===== MATERIAL SHOWN

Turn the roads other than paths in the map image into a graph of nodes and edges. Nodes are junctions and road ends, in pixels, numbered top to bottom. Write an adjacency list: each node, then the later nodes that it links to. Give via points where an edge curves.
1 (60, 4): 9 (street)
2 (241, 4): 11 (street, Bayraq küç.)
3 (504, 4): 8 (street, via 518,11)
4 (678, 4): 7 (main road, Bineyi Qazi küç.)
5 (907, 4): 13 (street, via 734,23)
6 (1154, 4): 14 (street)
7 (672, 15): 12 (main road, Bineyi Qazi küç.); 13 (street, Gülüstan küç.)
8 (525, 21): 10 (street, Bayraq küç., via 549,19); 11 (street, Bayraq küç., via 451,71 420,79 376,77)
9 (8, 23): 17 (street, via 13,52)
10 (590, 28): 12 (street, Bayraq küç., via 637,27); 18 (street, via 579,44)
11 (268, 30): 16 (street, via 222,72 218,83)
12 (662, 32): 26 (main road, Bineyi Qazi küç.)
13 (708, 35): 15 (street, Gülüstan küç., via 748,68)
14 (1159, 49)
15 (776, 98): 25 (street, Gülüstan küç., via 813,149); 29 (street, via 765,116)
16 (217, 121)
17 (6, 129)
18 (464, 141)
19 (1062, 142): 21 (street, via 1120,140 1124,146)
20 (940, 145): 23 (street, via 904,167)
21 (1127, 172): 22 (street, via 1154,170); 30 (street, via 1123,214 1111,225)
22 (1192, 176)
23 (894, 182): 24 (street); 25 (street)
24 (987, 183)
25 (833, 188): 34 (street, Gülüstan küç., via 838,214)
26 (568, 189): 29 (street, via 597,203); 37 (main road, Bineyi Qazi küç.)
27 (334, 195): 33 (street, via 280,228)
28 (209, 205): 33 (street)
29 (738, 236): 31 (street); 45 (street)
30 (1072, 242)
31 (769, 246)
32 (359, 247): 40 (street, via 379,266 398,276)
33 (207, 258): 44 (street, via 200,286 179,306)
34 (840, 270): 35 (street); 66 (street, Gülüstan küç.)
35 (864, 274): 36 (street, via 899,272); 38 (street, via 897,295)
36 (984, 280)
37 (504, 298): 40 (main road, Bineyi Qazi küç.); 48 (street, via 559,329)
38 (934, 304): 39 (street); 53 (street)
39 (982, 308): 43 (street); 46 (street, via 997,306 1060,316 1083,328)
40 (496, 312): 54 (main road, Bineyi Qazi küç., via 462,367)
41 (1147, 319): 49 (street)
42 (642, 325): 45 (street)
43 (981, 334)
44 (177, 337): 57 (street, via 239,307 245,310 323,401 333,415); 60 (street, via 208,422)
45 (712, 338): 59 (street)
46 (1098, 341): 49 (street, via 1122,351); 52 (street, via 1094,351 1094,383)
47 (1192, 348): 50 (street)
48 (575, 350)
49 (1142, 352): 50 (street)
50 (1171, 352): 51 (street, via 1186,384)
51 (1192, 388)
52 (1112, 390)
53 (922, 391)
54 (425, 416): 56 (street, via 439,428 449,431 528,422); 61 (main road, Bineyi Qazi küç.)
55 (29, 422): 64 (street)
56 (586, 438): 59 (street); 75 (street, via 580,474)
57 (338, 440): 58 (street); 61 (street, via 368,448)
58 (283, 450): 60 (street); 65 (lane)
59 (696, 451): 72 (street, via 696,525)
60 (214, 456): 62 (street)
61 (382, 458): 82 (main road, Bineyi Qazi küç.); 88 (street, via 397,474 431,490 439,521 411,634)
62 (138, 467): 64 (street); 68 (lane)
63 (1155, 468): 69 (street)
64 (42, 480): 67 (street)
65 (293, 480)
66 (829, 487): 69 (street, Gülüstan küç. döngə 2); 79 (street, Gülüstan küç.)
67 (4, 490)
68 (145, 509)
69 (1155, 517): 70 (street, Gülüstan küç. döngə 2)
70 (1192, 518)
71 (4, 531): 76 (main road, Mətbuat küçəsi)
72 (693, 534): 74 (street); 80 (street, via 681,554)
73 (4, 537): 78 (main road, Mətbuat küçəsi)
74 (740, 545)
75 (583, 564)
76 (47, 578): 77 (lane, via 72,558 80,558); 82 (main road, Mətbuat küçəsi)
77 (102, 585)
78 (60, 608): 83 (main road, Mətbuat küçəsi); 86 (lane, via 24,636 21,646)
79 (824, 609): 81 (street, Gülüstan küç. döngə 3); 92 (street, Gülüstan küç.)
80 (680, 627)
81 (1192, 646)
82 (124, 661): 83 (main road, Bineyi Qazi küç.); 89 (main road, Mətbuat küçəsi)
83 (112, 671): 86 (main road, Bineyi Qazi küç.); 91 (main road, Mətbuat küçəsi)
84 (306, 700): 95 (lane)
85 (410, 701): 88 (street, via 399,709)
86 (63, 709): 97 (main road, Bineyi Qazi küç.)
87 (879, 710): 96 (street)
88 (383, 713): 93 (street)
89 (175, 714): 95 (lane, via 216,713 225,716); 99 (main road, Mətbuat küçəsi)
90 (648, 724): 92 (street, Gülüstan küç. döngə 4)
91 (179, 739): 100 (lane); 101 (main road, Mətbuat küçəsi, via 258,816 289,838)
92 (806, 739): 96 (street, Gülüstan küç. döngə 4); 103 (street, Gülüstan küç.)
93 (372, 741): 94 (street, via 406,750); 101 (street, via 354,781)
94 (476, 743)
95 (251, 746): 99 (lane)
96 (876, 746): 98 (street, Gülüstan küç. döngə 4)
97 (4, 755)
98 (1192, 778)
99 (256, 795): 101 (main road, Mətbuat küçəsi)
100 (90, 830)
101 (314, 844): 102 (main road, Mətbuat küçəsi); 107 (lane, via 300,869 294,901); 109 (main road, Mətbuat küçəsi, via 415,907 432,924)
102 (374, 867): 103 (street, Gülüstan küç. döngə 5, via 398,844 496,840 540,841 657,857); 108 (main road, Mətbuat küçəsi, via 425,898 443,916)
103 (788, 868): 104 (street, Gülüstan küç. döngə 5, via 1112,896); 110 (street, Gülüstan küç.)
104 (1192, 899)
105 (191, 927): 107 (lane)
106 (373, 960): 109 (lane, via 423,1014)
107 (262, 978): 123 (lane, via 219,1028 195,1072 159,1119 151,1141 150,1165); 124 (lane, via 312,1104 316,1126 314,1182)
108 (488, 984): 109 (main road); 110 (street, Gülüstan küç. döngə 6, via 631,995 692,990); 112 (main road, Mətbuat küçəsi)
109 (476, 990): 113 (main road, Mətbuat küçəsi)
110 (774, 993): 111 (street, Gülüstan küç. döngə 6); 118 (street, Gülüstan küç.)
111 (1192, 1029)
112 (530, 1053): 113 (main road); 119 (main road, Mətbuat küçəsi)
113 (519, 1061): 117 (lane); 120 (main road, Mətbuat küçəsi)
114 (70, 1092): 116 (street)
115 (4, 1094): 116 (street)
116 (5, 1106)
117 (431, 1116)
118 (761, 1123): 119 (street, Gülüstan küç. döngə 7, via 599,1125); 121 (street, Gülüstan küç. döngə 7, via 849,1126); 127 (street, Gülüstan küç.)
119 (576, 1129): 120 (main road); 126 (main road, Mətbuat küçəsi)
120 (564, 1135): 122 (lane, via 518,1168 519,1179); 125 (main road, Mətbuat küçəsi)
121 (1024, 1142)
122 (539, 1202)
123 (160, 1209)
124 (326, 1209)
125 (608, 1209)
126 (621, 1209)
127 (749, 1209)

==========

**WORK REQUIRED**
Go through the material above and count the lines that include "Bayraq". Give the number alone.

**COMPLETED TASK**
3